— Data to process —
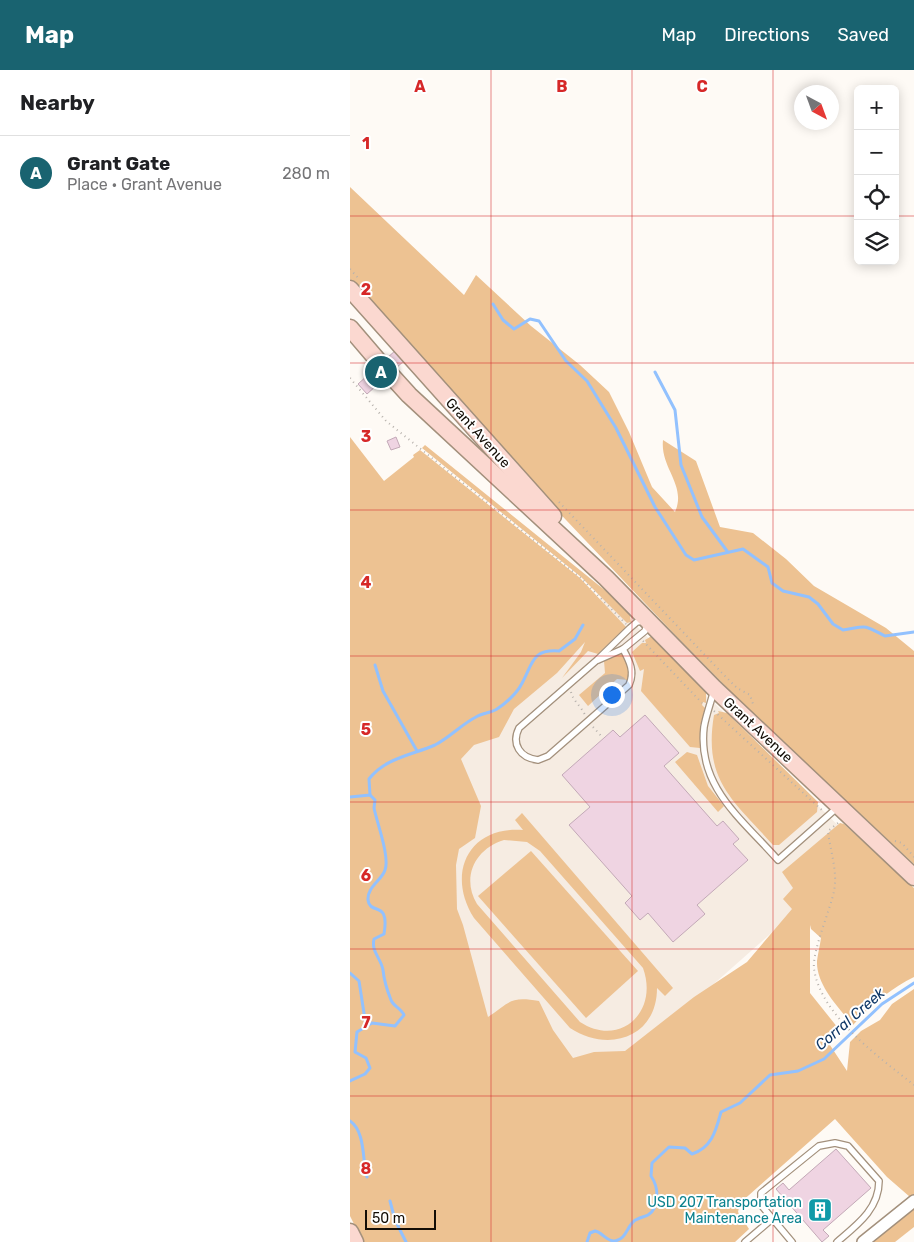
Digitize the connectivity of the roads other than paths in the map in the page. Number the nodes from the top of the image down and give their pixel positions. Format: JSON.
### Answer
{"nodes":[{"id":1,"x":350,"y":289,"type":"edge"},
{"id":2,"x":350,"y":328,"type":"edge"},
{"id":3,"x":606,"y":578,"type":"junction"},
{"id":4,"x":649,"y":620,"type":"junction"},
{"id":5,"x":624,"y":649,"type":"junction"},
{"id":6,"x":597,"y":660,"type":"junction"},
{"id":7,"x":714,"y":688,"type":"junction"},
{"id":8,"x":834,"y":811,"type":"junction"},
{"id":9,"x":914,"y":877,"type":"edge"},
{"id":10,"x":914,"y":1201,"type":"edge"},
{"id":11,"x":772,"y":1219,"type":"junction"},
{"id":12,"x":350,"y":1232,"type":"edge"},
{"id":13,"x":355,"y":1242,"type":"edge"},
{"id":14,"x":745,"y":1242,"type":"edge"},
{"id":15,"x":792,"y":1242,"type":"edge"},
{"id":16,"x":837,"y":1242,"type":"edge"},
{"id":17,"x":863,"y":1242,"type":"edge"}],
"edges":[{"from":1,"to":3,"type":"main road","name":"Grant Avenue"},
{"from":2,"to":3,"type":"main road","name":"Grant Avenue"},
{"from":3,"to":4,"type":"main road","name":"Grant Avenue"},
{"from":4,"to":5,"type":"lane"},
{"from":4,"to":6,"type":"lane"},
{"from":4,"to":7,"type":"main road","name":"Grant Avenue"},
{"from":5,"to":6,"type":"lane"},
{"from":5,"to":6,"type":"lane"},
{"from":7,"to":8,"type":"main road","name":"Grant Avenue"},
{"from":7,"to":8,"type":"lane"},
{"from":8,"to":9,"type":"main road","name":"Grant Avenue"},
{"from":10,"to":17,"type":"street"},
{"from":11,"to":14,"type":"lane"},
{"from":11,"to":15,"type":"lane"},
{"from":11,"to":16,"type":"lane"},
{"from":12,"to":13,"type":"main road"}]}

— Task to carry out —
Your task is to retype the records above in full and exactly, omitting the pictures.

— Answer space —
Digitize the connectivity of the roads other than paths in the map in the page. Number the nodes from the top of the image down and give their pixel positions. Format: JSON.
### Answer
{"nodes":[{"id":1,"x":350,"y":289,"type":"edge"},
{"id":2,"x":350,"y":328,"type":"edge"},
{"id":3,"x":606,"y":578,"type":"junction"},
{"id":4,"x":649,"y":620,"type":"junction"},
{"id":5,"x":624,"y":649,"type":"junction"},
{"id":6,"x":597,"y":660,"type":"junction"},
{"id":7,"x":714,"y":688,"type":"junction"},
{"id":8,"x":834,"y":811,"type":"junction"},
{"id":9,"x":914,"y":877,"type":"edge"},
{"id":10,"x":914,"y":1201,"type":"edge"},
{"id":11,"x":772,"y":1219,"type":"junction"},
{"id":12,"x":350,"y":1232,"type":"edge"},
{"id":13,"x":355,"y":1242,"type":"edge"},
{"id":14,"x":745,"y":1242,"type":"edge"},
{"id":15,"x":792,"y":1242,"type":"edge"},
{"id":16,"x":837,"y":1242,"type":"edge"},
{"id":17,"x":863,"y":1242,"type":"edge"}],
"edges":[{"from":1,"to":3,"type":"main road","name":"Grant Avenue"},
{"from":2,"to":3,"type":"main road","name":"Grant Avenue"},
{"from":3,"to":4,"type":"main road","name":"Grant Avenue"},
{"from":4,"to":5,"type":"lane"},
{"from":4,"to":6,"type":"lane"},
{"from":4,"to":7,"type":"main road","name":"Grant Avenue"},
{"from":5,"to":6,"type":"lane"},
{"from":5,"to":6,"type":"lane"},
{"from":7,"to":8,"type":"main road","name":"Grant Avenue"},
{"from":7,"to":8,"type":"lane"},
{"from":8,"to":9,"type":"main road","name":"Grant Avenue"},
{"from":10,"to":17,"type":"street"},
{"from":11,"to":14,"type":"lane"},
{"from":11,"to":15,"type":"lane"},
{"from":11,"to":16,"type":"lane"},
{"from":12,"to":13,"type":"main road"}]}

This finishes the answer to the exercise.